Хорошо известна исконная и непреходящая ценность вербального материала, используемого разнородными идеологическими жрецами, заклинателями и проповедниками в сотворении социальной реальности, необходимой их работодателям. Причём конструироваться может, конечно, не столько сама реальность, зачастую весьма неприглядная, сколько маскирующие её словесные декорации, скрывающие от излишне доверчивой аудитории подлинное состояние дел. В качестве элементов дискурсивного декора широко применяются «слова-амёбы» (С.Г. Кара-Мурза), «симулякры» (Л.Н. Синельникова), «слова-мифогены» (А.Д. Васильев). Вполне понятно, что не стал исключением и перестроечно-реформаторский период, ознаменовавшийся радикальным переходом «от империи лжи к республике вранья» [Поляков, 2005, с. 67].

Подобные явления изучаются представителями разных гуманитарных наук.
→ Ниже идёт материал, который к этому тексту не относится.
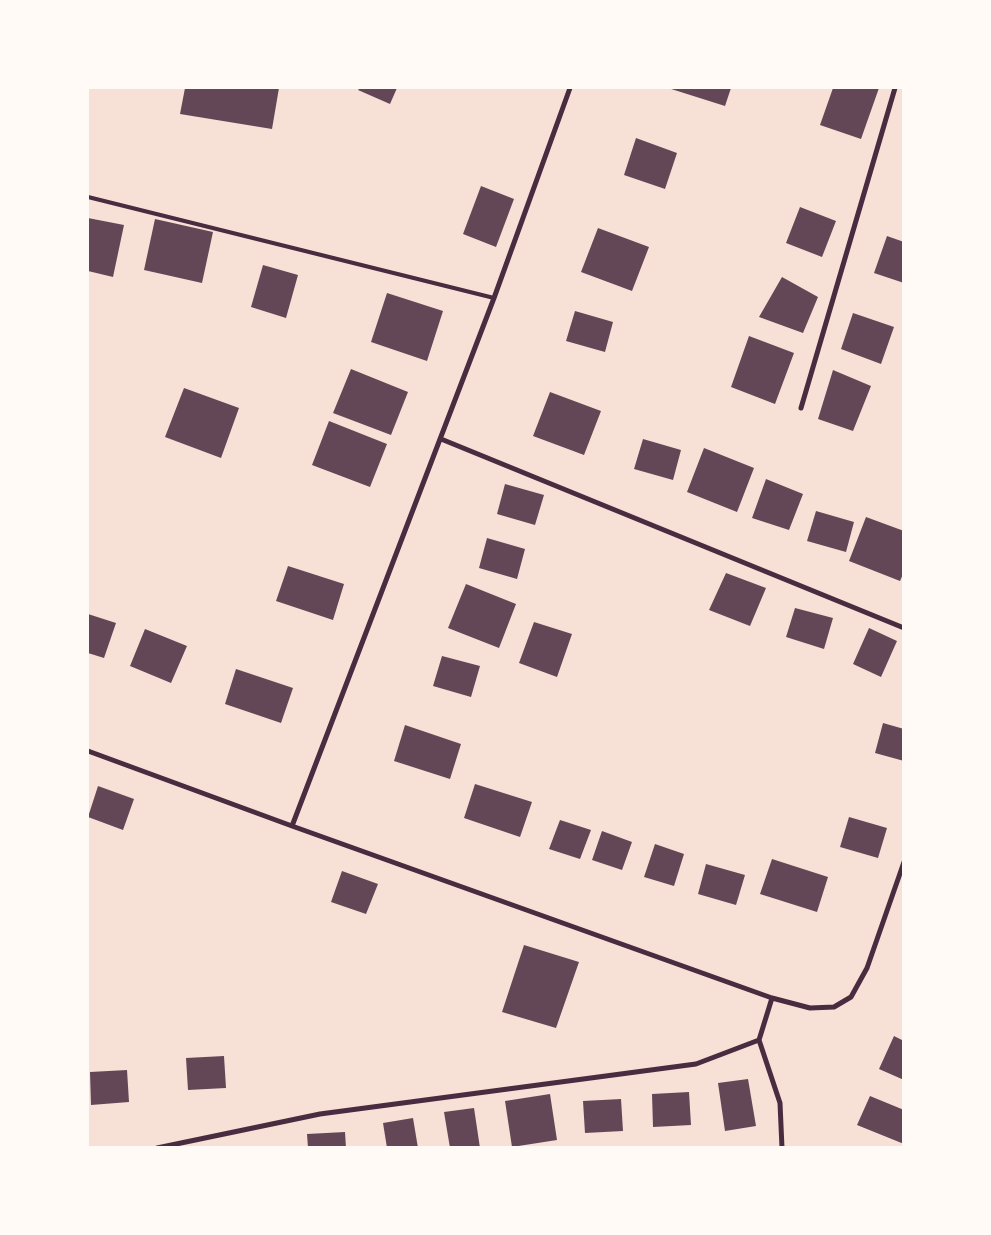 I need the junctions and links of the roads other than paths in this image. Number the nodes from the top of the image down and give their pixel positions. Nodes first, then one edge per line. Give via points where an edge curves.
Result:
1 (570, 88) edge
2 (895, 88) edge
3 (88, 197) edge
4 (494, 298) junction
5 (800, 408) dead end
6 (440, 439) junction
7 (904, 628) edge
8 (88, 751) edge
9 (292, 826) junction
10 (904, 862) edge
11 (772, 998) junction
12 (759, 1040) junction
13 (157, 1148) edge
14 (782, 1148) edge

1 - 4 street
2 - 5 street
3 - 4 lane
4 - 6 street
6 - 7 street
6 - 9 street
8 - 9 street
9 - 11 street
10 - 11 street via 867,968 851,997 834,1007 810,1008
11 - 12 street
12 - 13 street via 696,1064 320,1114
12 - 14 street via 780,1103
Так, специалисты в области герменевтики считают, что в текстах российских СМИ часто наблюдается перетряхивание клише, которые слабо связаны даже между собой, что приводит к дисперсии смысла и к отсутствию единой логики. К богатому набору таких клише, никоим образом не поддающихся сколько-нибудь логичному осмыслению, «относятся, например, словосочетания переходный период, трудности переходного периода для объяснения и обозначения нынешней ситуации в России. Переход должен быть процессом от чего-то к чему-то. От чего? От реального социализма? Но такого в реальности не было, как и не было его дефиниции. Что требуется менять, кроме передела государственной собственности, не выяснено… Переход к чему? Говорят, к демократическому государству. Но понимание его не соответствует не только общепринятому в развитых государствах, но и историческим реалиям российской государственности… Поэтому «переходный период» из ничего в ничто просто обозначает ситуацию нестабильности и является неологизмом, закрывающим обсуждение неприятного вопроса о том, что же происходит» [Артамонова, Кузнецов, 2003, с. 45] (то есть на практике заранее максимально устраняет саму возможность понимания обществом сути событий, их вектора и наиболее вероятных результатов).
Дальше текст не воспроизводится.